Pour le comprendre, il faut faire appel [à un] butoir de la pensée auquel l’humanité a dû se confronter : pourquoi les femmes ont-elles la capacité de faire des filles et aussi des garçons ? Un mystère : les femmes peuvent engendrer le même et l’autre. Cette incompréhensible faculté féminine est à l’origine d’un reversement conceptuel qui donne aux hommes le rôle décisif dans la procréation. Dans l’esprit des observateurs, les hommes sont l’élément essentiel qui préside à l’existence de l’enfant. On trouve deux modèles pour l’expliquer dans les sociétés primitives. Selon le premier, des homoncules – des graines placées par les dieux ou les ancêtres – existent dans le corps féminin dès sa naissance, mais ils ont besoin d’être arrosés par le sperme pour se développer. Selon le second modèle, qu’Aristote affine dans La génération des animaux, ce sont les hommes qui mettent directement les enfants dans le corps des femmes : les hommes possèdent le « pneuma » dans leur sperme, la puissance contenant tout ce qui est essentiel à l’humanité (chaleur, forme, pensée, etc.). Les femmes sont matière. Et la matière a tendance à proliférer de façon anarchique et monstrueuse si elle n’est pas informée, dominée par la « pneuma ». Ce modèle archaïque, aussi rationnel qu’il pouvait paraître, est évidemment faux. Mais ses conséquences conceptuelles et sociales ont la vie longue. »

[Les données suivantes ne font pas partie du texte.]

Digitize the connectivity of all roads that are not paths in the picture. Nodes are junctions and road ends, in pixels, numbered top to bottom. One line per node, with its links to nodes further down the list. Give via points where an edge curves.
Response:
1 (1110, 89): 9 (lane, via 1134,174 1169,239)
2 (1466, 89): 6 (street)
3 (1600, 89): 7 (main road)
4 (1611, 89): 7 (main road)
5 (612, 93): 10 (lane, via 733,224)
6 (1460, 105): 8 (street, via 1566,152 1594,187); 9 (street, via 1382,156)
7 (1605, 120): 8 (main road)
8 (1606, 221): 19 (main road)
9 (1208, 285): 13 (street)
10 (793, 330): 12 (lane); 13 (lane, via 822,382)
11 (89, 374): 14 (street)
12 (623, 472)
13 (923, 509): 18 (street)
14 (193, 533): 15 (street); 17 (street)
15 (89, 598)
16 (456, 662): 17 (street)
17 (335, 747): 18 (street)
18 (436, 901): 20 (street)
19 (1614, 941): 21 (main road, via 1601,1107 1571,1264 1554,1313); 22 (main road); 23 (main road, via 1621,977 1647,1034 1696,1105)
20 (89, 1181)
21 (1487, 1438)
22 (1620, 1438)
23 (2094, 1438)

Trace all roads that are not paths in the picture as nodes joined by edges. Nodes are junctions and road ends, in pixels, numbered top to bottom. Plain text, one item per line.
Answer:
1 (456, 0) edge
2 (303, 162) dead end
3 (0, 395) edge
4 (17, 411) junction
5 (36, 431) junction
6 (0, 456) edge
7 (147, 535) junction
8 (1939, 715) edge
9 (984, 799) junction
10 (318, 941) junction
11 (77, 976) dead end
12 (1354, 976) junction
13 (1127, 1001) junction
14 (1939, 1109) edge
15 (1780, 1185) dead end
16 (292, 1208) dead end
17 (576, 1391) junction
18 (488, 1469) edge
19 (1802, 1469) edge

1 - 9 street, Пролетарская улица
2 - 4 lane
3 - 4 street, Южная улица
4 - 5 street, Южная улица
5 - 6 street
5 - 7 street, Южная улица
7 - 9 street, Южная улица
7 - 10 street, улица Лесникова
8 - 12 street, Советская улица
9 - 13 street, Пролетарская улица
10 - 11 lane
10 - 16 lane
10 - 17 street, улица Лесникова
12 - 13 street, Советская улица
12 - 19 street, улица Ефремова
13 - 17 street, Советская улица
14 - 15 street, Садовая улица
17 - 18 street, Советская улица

Les femmes seraient alors dominées par les hommes au prétexte d’un schéma mental hérité de vieilles croyances primitives. Non pas que ça m’étonne, mais il est intéressant de souligner que la religion a toujours fait ainsi, même sous ses formes primitives. Les intégristes de tous bords de notre époque n’ont rien inventé, leurs schémas intellectuels sont en fait un peu les nôtres aussi. Françoise Héritier évoque un peu plus loin dans l’interview Eve, issue de la côte d’Adam, et donc d’une « génération inférieure ». Adam est l’aîné. Eve est la cadette. Elle est aussi celle qui, par la fameuse pomme, fait prendre conscience aux hommes de leur corps : honte de la nudité, tabous, « cachez ce sein que je ne saurais voir » et autres questionnements permanents liés à la dimension morale du sexe. Pandore est la malédiction envoyée aux hommes par les dieux grecs. Mythes et religions sont en reculs, mais ils nous marquent, culturellement, qu’on le veuille ou non.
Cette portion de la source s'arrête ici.